Besides lifestyle interventions, no large improvements have been made in treating postprandial lipemia with pharmacotherapy. Statins are highly effective in reducing LDL cholesterol, but they do not affect TG sufficiently to be of clinical relevance in hypertriglyceridemic conditions. However, rosuvastatin is able to reduce the postprandial proinflammatory and procoagulant changes in subjects with CVD [22]. In addition, a decrease in hepatic FFA flux has also been reported [133]. These independent effects from rosuvastatin may protect against CVD when hyperlipidemia is present. In contrast to statins, pharmacotherapy with fibrates is effective in lowering TG concentrations. Despite hypertriglyceridemia being common in the Western population, fibrates are used in only 3.6% of hypertriglyceridemic subjects [134]. Controversy remains in the effectiveness of fibrates on cardiovascular morbidity and mortality. Recently, a large meta-analysis of fibrates with 45,058 participants was performed [135]. This study showed a modest but significant relative risk reduction of 10% for major cardiovascular events and 13% reduction in coronary events, but mortality remained unaltered. While certain drugs are beneficial for improving insulin resistance and potentially postprandial lipemia, in specific groups of patients, the effects on chylomicron and remnant metabolism may be detrimental.

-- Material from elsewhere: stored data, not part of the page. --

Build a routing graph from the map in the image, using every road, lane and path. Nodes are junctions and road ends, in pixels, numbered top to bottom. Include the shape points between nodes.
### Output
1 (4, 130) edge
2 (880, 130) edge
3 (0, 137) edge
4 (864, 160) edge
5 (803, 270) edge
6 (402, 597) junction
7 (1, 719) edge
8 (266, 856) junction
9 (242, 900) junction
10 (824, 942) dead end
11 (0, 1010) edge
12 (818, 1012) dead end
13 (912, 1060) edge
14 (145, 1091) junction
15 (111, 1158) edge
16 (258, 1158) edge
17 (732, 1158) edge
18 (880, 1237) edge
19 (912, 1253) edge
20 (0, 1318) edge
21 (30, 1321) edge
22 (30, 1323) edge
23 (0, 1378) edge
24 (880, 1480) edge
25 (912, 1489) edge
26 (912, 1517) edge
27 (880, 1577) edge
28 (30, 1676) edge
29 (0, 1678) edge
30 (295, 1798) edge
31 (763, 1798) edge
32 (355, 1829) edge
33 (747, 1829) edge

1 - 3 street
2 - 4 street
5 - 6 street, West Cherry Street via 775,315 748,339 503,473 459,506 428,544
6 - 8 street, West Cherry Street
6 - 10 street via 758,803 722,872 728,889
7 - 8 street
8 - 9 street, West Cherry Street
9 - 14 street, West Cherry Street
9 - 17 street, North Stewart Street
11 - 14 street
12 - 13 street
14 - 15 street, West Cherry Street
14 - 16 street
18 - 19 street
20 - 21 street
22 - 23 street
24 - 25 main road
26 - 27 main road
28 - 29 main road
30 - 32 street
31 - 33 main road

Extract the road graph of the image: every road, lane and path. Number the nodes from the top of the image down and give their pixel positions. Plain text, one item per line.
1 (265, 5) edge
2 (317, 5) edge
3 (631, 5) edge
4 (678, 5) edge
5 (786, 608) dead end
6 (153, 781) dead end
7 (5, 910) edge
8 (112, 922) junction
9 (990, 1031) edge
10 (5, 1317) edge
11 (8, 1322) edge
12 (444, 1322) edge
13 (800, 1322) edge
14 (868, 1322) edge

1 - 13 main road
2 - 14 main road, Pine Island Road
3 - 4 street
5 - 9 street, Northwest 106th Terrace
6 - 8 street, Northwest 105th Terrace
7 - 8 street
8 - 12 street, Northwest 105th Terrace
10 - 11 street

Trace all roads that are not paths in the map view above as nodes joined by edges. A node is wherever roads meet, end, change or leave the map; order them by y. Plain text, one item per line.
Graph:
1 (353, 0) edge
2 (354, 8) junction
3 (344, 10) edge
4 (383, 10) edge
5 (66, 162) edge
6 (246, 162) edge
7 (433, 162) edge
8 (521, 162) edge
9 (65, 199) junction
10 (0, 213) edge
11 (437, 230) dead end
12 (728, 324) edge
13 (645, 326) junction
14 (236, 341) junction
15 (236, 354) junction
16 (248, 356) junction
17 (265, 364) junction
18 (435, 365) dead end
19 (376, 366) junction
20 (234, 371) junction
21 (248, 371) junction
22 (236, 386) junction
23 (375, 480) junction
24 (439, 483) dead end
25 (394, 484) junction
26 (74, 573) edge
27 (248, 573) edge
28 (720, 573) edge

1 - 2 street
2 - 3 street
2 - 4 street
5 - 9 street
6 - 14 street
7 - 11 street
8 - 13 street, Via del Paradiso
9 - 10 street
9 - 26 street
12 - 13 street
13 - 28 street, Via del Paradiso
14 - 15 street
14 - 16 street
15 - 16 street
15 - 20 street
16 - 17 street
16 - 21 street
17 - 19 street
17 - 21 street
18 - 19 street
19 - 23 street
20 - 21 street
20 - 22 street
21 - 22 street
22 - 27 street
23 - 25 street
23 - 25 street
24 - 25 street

For example, rosiglitazone increases postprandial accumulation of atherogenic remnants in HIV-infected patients with lipodystrophy [136]. Therefore, when evaluating the effects of specific pharmacotherapeutic interventions on postprandial lipemia, detailed information on all aspects of the potentially harmful situations will be needed. At this stage, there is no data available on comparative studies regarding lifestyle modification versus lipid lowering therapy on the modulation of postprandial lipemia.

8. Conclusions

A residual risk for CVD remains despite aggressive LDL-C lowering by statins, which can partly be explained by postprandial hyperlipidemia, which leads to several metabolic dysfunctions and dietary lipotoxicity via different several mechanisms. First of all, TRLs are able to penetrate the arterial wall leading to endothelial lipid deposits, attraction of monocytes within the subendothelial space, production of inflammatory markers, and oxidative stress. Secondly, obesity worsens insulin resistance which further increases postprandial lipemia, consequently resulting in a vicious circle. Lifestyle interventions like the type of diet, cessation of smoking, and weight loss are effective methods to reduce postprandial lipemia and its related dietary lipotoxicity. Statins also have a beneficial effect on postprandial lipemia. However, at this stage, there are no data available comparing the magnitude of lifestyle interventions with pharmacotherapy on chylomicron metabolism and reduction of CVD.